:: TASK MATERIAL ::
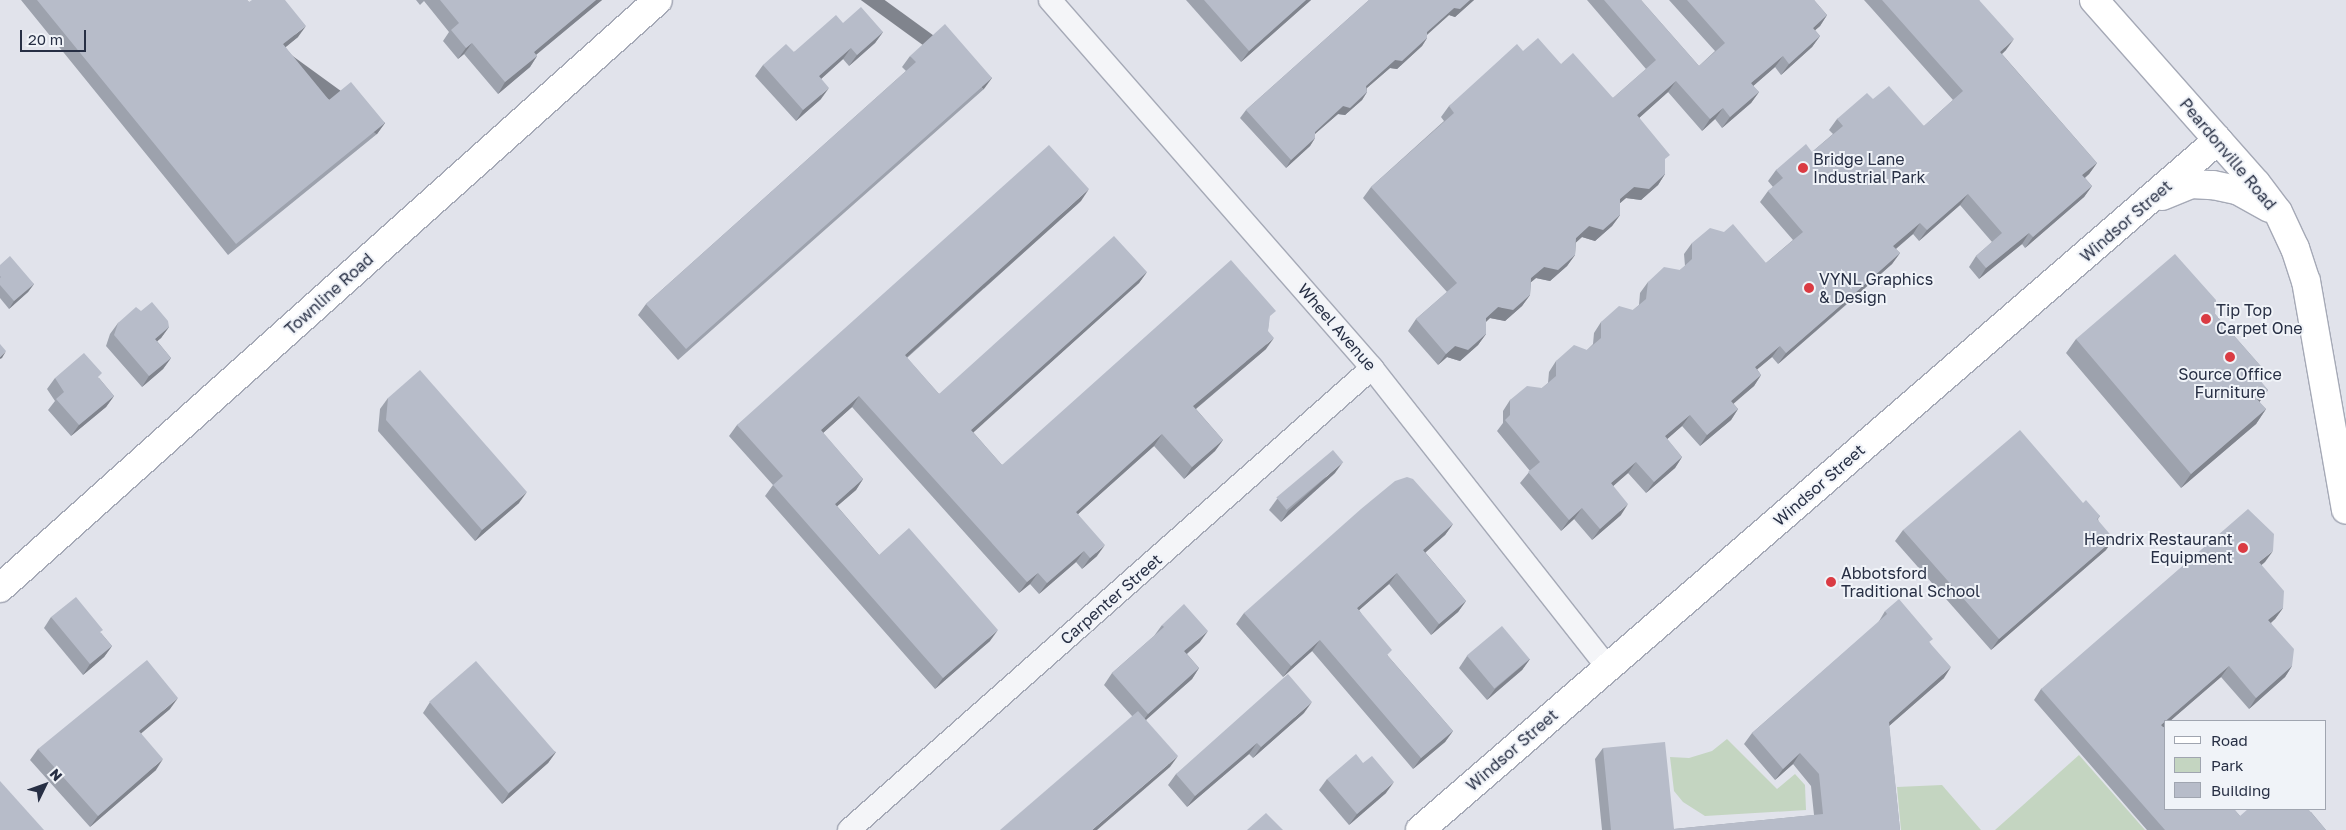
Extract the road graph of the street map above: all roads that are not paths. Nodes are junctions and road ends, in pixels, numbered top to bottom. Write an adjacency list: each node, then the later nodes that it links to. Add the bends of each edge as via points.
1 (658, 0): 9 (street, Townline Road)
2 (1050, 0): 7 (street, Wheel Avenue)
3 (2094, 0): 4 (street, Peardonville Road)
4 (2218, 140): 5 (street, Windsor Street); 6 (street, Peardonville Road)
5 (2149, 201): 6 (street, via 2191,184 2213,185 2237,190); 10 (street, Windsor Street)
6 (2278, 212): 8 (street, Peardonville Road, via 2306,281)
7 (1372, 368): 10 (street, Wheel Avenue); 11 (street, Carpenter Street)
8 (2346, 510)
9 (0, 588)
10 (1608, 667): 12 (street, Windsor Street)
11 (849, 830)
12 (1420, 830)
:::
ABOUT THIS TASK ::
Set the listing down verbatim, excluding pictures.

EXERCISE SOLUTION ::
Extract the road graph of the street map above: all roads that are not paths. Nodes are junctions and road ends, in pixels, numbered top to bottom. Write an adjacency list: each node, then the later nodes that it links to. Add the bends of each edge as via points.
1 (658, 0): 9 (street, Townline Road)
2 (1050, 0): 7 (street, Wheel Avenue)
3 (2094, 0): 4 (street, Peardonville Road)
4 (2218, 140): 5 (street, Windsor Street); 6 (street, Peardonville Road)
5 (2149, 201): 6 (street, via 2191,184 2213,185 2237,190); 10 (street, Windsor Street)
6 (2278, 212): 8 (street, Peardonville Road, via 2306,281)
7 (1372, 368): 10 (street, Wheel Avenue); 11 (street, Carpenter Street)
8 (2346, 510)
9 (0, 588)
10 (1608, 667): 12 (street, Windsor Street)
11 (849, 830)
12 (1420, 830)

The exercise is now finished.